:: Work instructions ::
Every record should be restated exactly, with no images included.

(Provided information begins)

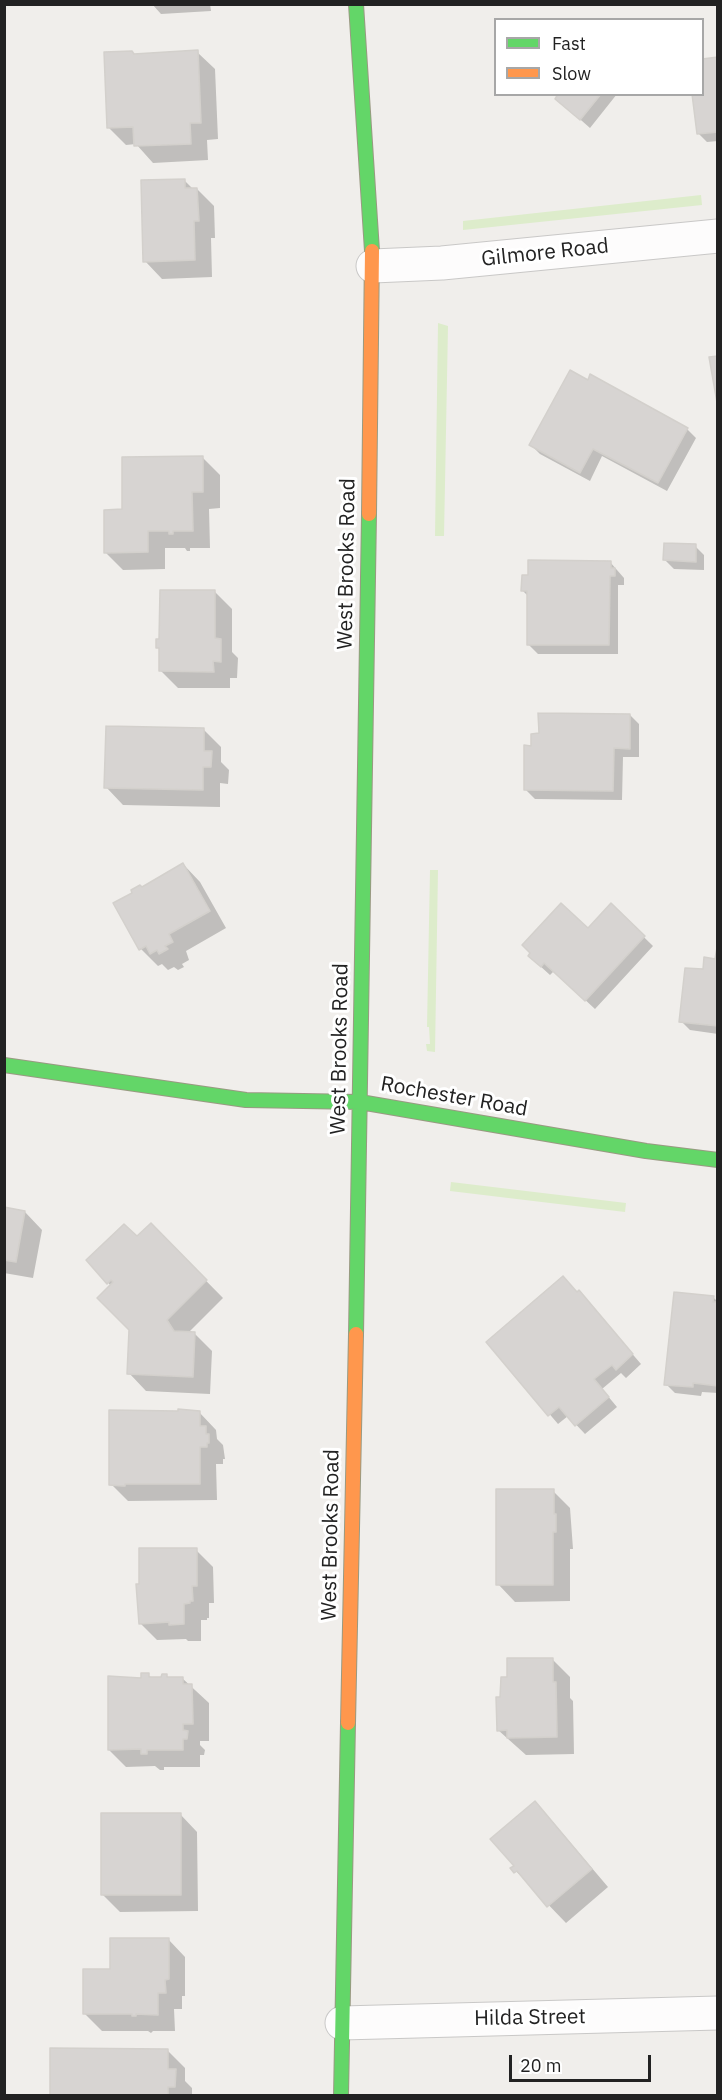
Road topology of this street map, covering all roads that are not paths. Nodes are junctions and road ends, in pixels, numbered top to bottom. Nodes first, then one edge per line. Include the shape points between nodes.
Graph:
1 (356, 4) edge
2 (717, 236) edge
3 (373, 266) junction
4 (4, 1065) edge
5 (360, 1102) junction
6 (717, 1160) edge
7 (717, 2013) edge
8 (342, 2023) junction
9 (341, 2096) edge

1 - 3 street, West Brooks Road
2 - 3 street, Gilmore Road via 442,263
3 - 5 street, West Brooks Road
4 - 5 street, Rochester Road via 246,1100
5 - 6 street, Rochester Road
5 - 8 street, West Brooks Road
7 - 8 street, Hilda Street
8 - 9 street, West Brooks Road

(Provided information ends)

:: Expected answer ::
Road topology of this street map, covering all roads that are not paths. Nodes are junctions and road ends, in pixels, numbered top to bottom. Nodes first, then one edge per line. Include the shape points between nodes.
Graph:
1 (356, 4) edge
2 (717, 236) edge
3 (373, 266) junction
4 (4, 1065) edge
5 (360, 1102) junction
6 (717, 1160) edge
7 (717, 2013) edge
8 (342, 2023) junction
9 (341, 2096) edge

1 - 3 street, West Brooks Road
2 - 3 street, Gilmore Road via 442,263
3 - 5 street, West Brooks Road
4 - 5 street, Rochester Road via 246,1100
5 - 6 street, Rochester Road
5 - 8 street, West Brooks Road
7 - 8 street, Hilda Street
8 - 9 street, West Brooks Road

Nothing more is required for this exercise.